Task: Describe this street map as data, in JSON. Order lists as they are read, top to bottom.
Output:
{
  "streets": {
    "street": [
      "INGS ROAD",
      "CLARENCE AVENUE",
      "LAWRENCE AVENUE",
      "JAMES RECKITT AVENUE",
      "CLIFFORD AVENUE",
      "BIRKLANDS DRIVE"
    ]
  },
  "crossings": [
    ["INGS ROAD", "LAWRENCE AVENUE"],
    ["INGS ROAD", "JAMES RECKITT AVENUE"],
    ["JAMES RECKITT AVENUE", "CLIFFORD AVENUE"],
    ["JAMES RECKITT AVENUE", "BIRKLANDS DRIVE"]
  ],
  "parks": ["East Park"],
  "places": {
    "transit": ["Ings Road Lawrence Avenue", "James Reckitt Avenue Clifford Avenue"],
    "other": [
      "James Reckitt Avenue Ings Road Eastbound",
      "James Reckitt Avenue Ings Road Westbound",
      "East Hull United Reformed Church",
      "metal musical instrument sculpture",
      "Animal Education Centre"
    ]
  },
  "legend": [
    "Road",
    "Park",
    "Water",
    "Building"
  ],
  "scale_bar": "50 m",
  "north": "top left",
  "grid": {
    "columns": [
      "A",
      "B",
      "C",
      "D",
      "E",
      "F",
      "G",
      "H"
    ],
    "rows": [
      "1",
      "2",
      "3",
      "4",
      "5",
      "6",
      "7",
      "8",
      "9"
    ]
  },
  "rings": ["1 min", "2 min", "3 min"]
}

___

Please copy the entire listing, leaving each line exactly as written.

Task: Describe this street map as data, in JSON. Order lists as they are read, top to bottom.
Output:
{
  "streets": {
    "street": [
      "INGS ROAD",
      "CLARENCE AVENUE",
      "LAWRENCE AVENUE",
      "JAMES RECKITT AVENUE",
      "CLIFFORD AVENUE",
      "BIRKLANDS DRIVE"
    ]
  },
  "crossings": [
    ["INGS ROAD", "LAWRENCE AVENUE"],
    ["INGS ROAD", "JAMES RECKITT AVENUE"],
    ["JAMES RECKITT AVENUE", "CLIFFORD AVENUE"],
    ["JAMES RECKITT AVENUE", "BIRKLANDS DRIVE"]
  ],
  "parks": ["East Park"],
  "places": {
    "transit": ["Ings Road Lawrence Avenue", "James Reckitt Avenue Clifford Avenue"],
    "other": [
      "James Reckitt Avenue Ings Road Eastbound",
      "James Reckitt Avenue Ings Road Westbound",
      "East Hull United Reformed Church",
      "metal musical instrument sculpture",
      "Animal Education Centre"
    ]
  },
  "legend": [
    "Road",
    "Park",
    "Water",
    "Building"
  ],
  "scale_bar": "50 m",
  "north": "top left",
  "grid": {
    "columns": [
      "A",
      "B",
      "C",
      "D",
      "E",
      "F",
      "G",
      "H"
    ],
    "rows": [
      "1",
      "2",
      "3",
      "4",
      "5",
      "6",
      "7",
      "8",
      "9"
    ]
  },
  "rings": ["1 min", "2 min", "3 min"]
}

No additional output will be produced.